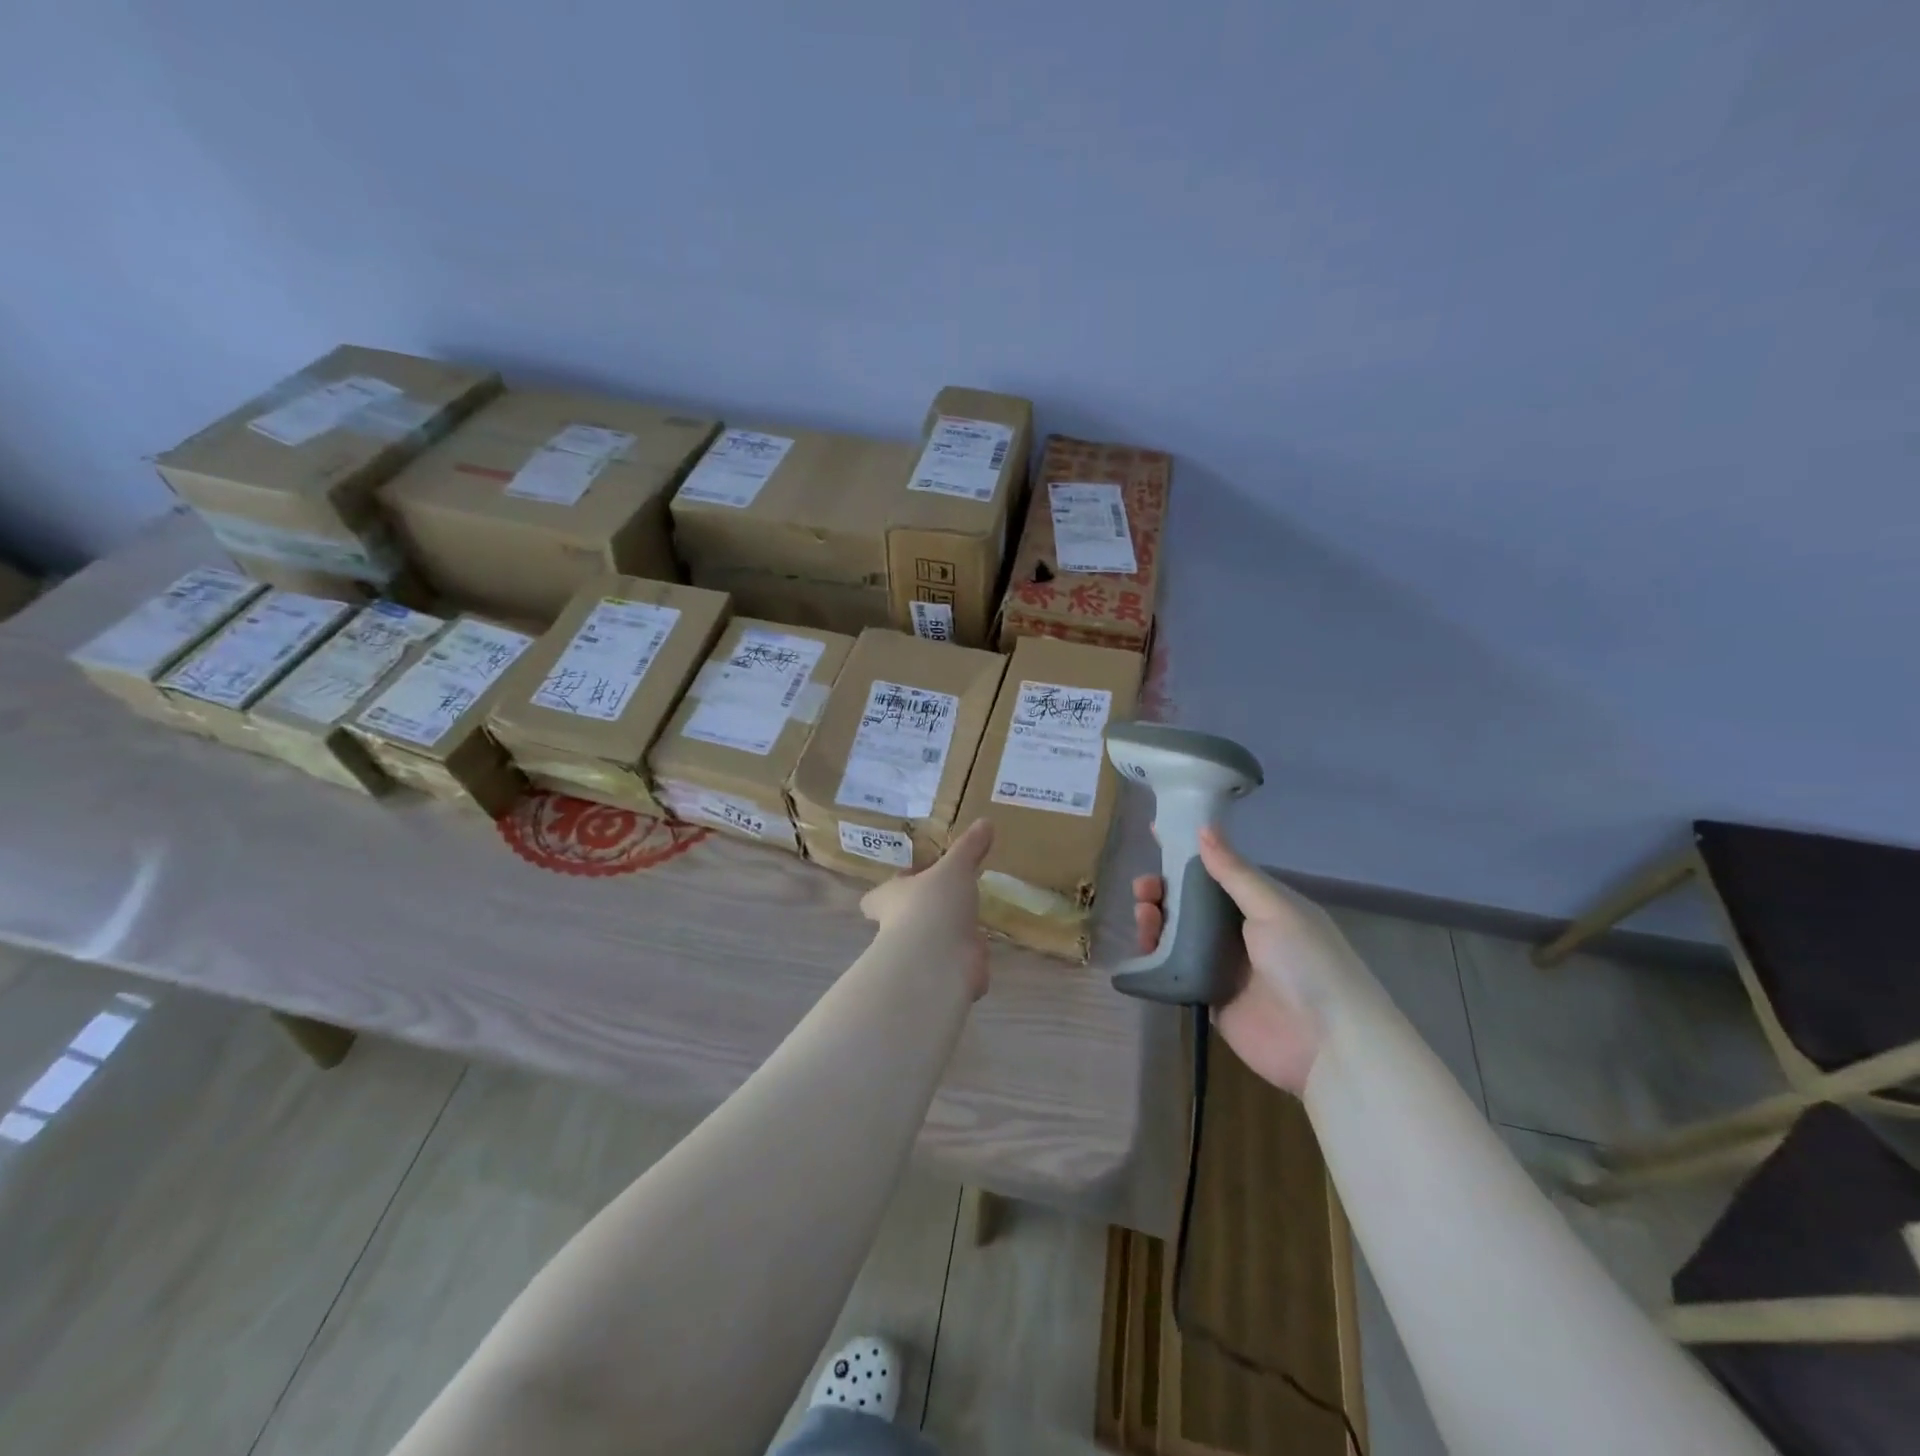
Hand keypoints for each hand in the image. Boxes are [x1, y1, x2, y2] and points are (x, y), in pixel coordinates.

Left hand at [860, 818, 994, 998]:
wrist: (938, 960)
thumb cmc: (933, 904)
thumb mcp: (954, 867)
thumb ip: (969, 847)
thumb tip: (985, 822)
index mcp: (890, 898)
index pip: (876, 897)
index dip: (889, 890)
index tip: (909, 880)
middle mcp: (898, 928)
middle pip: (905, 919)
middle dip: (924, 912)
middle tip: (947, 899)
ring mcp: (919, 956)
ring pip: (930, 942)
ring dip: (947, 936)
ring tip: (968, 923)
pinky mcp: (941, 976)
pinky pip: (955, 964)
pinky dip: (966, 960)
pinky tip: (980, 951)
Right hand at [1132, 825, 1357, 1091]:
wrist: (1326, 1044)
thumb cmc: (1306, 962)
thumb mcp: (1273, 908)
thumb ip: (1234, 872)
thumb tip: (1203, 828)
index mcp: (1260, 904)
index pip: (1218, 870)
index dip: (1188, 854)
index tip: (1155, 834)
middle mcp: (1239, 930)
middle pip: (1190, 902)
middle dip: (1163, 890)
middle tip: (1144, 889)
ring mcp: (1222, 964)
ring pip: (1177, 934)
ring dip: (1156, 920)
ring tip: (1144, 916)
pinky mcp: (1207, 996)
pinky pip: (1173, 971)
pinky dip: (1154, 958)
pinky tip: (1142, 948)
++++++++
*YOUR ASSIGNMENT*.
As you output the material, omit the pictures but alter nothing else.

*ANSWER BELOW*.
Hand keypoints for each hand in the image. Boxes are [x1, y1, x2, y2] and points are (x, y), in pixel coordinates.

Left hand at [860, 818, 994, 998]:
wrist: (938, 960)
thumb cmc: (933, 904)
thumb mcp: (954, 867)
thumb ip: (969, 847)
thumb tip: (985, 822)
index mcp: (890, 898)
index pip: (876, 897)
index dip: (889, 890)
index tip: (909, 880)
middle mcp: (898, 928)
middle pip: (905, 919)
middle dip: (924, 912)
middle tip: (947, 899)
ring mcp: (919, 956)
ring pip: (930, 942)
ring dip: (947, 936)
ring tip: (968, 923)
pinky mcp: (941, 976)
pinky pip: (955, 964)
pinky dip: (966, 960)
pinky tip: (980, 951)
Right hand at [1132, 825, 1357, 1091]:
wrist: (1326, 1044)
thumb cmc: (1306, 962)
thumb mcp: (1273, 908)
thumb ip: (1234, 872)
thumb tip: (1203, 828)
index mcp: (1260, 904)
index pip: (1218, 870)
index dip: (1188, 854)
index tip: (1155, 834)
middle mcp: (1239, 930)
middle pip: (1190, 902)
middle dip: (1163, 890)
middle tip: (1144, 889)
ring mcp: (1222, 964)
ring pip: (1177, 934)
ring dip: (1156, 920)
ring tip: (1144, 916)
pinky mcp: (1207, 996)
pinky pip: (1173, 971)
pinky dip: (1154, 958)
pinky tip: (1142, 948)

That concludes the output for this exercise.